Task goal: Retype, word for word, each line between the lines holding "thumb cmc: (498, 382)" and "thumb mcp: (648, 324)", inclusive, and leave the rest of the data alone.

Entries supplied:

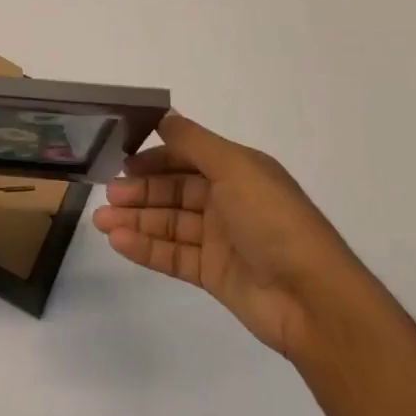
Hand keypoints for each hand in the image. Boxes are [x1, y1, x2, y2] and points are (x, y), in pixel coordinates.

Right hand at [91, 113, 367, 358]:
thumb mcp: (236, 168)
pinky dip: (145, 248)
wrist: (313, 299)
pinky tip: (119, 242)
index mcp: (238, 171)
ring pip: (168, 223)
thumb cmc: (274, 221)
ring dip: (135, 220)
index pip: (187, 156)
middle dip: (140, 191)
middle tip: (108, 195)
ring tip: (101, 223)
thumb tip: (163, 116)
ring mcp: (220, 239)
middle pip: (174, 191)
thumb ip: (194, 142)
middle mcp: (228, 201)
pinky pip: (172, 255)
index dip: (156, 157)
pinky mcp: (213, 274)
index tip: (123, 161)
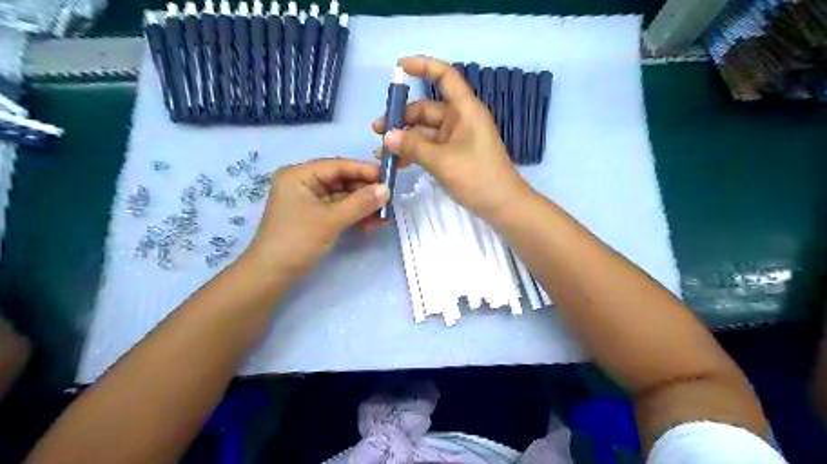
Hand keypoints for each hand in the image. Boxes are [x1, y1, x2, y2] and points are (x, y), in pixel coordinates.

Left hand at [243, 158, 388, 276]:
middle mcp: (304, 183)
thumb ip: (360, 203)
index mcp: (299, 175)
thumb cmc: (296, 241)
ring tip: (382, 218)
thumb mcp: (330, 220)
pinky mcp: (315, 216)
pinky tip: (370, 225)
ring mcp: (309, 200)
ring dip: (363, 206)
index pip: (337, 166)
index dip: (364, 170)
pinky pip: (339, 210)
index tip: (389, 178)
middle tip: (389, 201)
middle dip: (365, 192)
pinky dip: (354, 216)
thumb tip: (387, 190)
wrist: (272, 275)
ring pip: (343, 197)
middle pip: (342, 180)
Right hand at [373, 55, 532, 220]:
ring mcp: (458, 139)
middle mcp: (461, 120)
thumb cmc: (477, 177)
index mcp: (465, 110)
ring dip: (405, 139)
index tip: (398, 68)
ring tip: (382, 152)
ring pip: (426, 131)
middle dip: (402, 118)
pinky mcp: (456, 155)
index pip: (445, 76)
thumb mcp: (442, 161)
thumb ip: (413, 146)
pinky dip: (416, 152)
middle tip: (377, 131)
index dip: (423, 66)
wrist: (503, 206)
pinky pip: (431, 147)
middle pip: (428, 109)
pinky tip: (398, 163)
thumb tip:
* * *
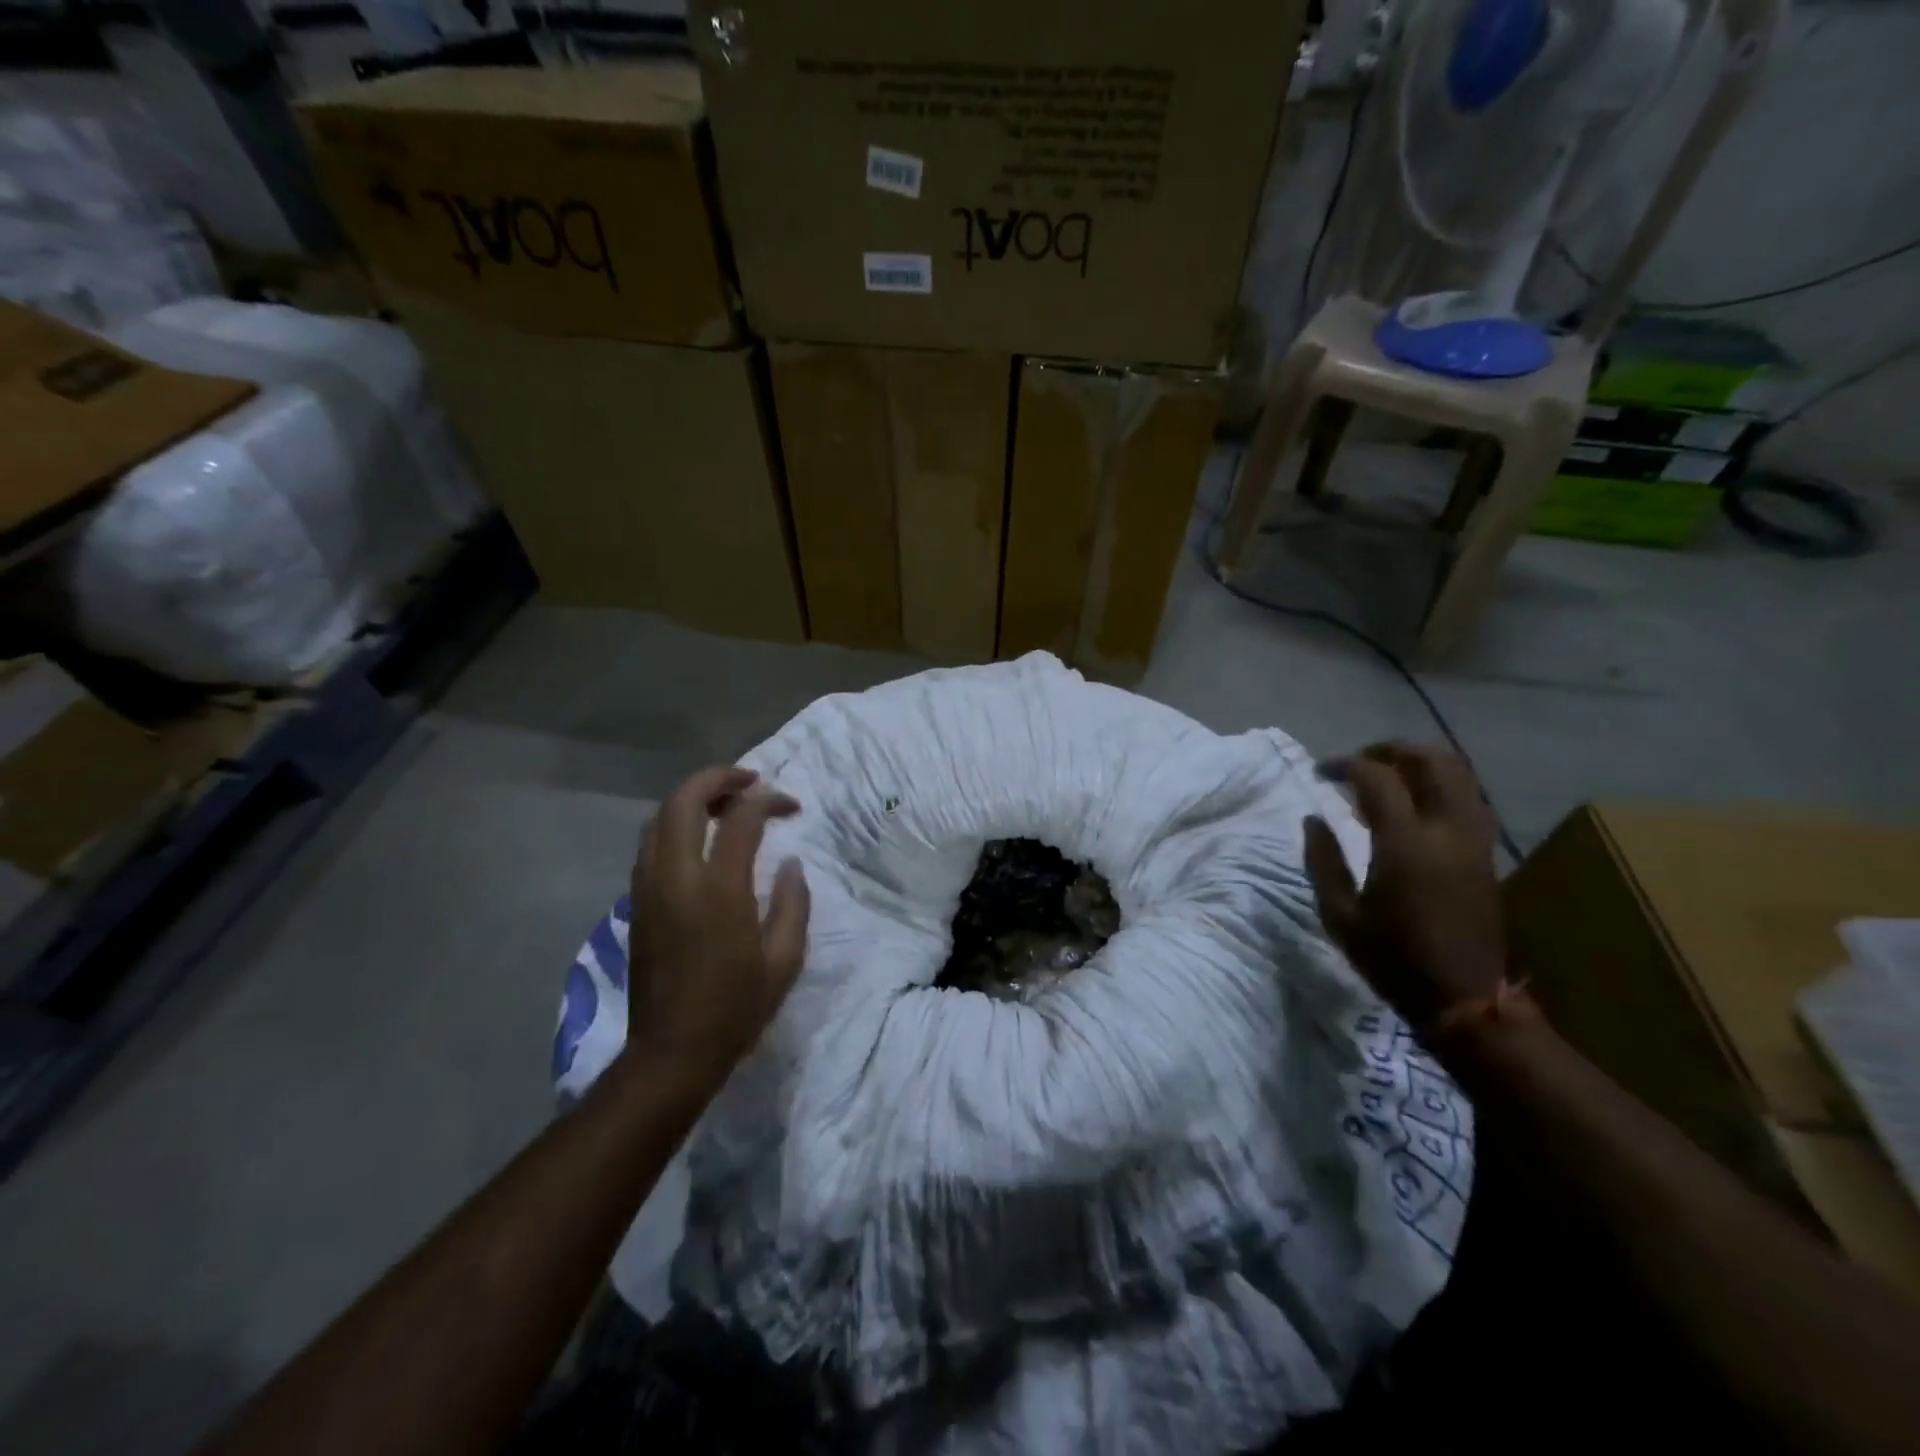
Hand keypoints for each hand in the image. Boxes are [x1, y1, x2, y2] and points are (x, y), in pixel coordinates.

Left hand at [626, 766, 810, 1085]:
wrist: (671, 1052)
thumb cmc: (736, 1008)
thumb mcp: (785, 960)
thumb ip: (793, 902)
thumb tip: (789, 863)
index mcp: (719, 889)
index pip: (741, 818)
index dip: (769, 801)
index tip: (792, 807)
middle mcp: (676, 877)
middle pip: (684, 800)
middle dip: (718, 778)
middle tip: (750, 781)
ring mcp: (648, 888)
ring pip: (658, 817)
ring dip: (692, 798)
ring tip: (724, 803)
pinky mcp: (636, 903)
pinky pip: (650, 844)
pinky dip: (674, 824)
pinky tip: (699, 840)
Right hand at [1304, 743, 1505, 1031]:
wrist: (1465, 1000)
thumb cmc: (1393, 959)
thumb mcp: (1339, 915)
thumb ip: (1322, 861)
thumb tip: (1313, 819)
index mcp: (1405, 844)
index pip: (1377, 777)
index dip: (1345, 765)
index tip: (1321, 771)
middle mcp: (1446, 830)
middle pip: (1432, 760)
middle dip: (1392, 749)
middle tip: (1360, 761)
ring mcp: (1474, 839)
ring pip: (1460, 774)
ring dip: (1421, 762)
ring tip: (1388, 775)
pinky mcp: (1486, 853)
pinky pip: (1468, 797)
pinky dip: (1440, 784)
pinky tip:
--
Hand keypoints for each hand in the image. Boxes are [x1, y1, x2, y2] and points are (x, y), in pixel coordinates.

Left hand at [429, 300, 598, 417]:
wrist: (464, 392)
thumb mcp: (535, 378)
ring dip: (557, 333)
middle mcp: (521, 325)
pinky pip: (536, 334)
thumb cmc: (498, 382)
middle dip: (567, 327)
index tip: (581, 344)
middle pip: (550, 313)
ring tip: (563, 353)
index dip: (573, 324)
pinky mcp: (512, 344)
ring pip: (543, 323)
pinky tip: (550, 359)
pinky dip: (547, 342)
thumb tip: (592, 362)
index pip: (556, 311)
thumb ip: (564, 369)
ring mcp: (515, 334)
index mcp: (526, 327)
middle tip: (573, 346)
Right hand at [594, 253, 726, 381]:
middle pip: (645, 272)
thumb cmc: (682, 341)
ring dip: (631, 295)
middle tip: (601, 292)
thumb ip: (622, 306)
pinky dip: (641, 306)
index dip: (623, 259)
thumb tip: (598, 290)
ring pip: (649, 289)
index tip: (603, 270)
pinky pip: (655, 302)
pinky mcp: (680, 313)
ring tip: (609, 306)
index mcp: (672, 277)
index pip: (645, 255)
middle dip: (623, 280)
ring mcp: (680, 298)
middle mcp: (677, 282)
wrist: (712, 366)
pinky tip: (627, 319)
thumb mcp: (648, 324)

Solution for this problem:
thumb cmc: (498, 382)
middle dip: (567, 327)
index tip: (581, 344)
middle pip: (550, 313)
ring tip: (563, 353)
index dip: (573, 324)
pinky mcp: (512, 344)
ring pip: (543, 323)
pinky tip: (550, 359)
pinky dip: (547, 342)
thumb tip: (592, 362)
index pip: (556, 311)
thumb ip: (564, 369)
ring mcp: (515, 334)
index mcp: (526, 327)
middle tip: (573, 346)
Right hand at [594, 253, 726, 381]:
middle pip: (645, 272)
thumb cmc: (682, 341)
ring dip: (631, 295)
middle tip: (601, 292)
thumb ip: (622, 306)
pinky dip: (641, 306)
index dip: (623, 259)
thumb tip: (598, 290)
ring pip: (649, 289)
index tip: (603, 270)
pinky pip: (655, 302)
pinky mcp: (680, 313)
ring tip: (609, 306)
index mcp: (672, 277)
index pip: (645, 255)
middle dip: (623, 280)
ring mcp: (680, 298)
middle mcp: (677, 282)
wrist: (712, 366)
pinky tip: (627, 319)
thumb mcp: (648, 324)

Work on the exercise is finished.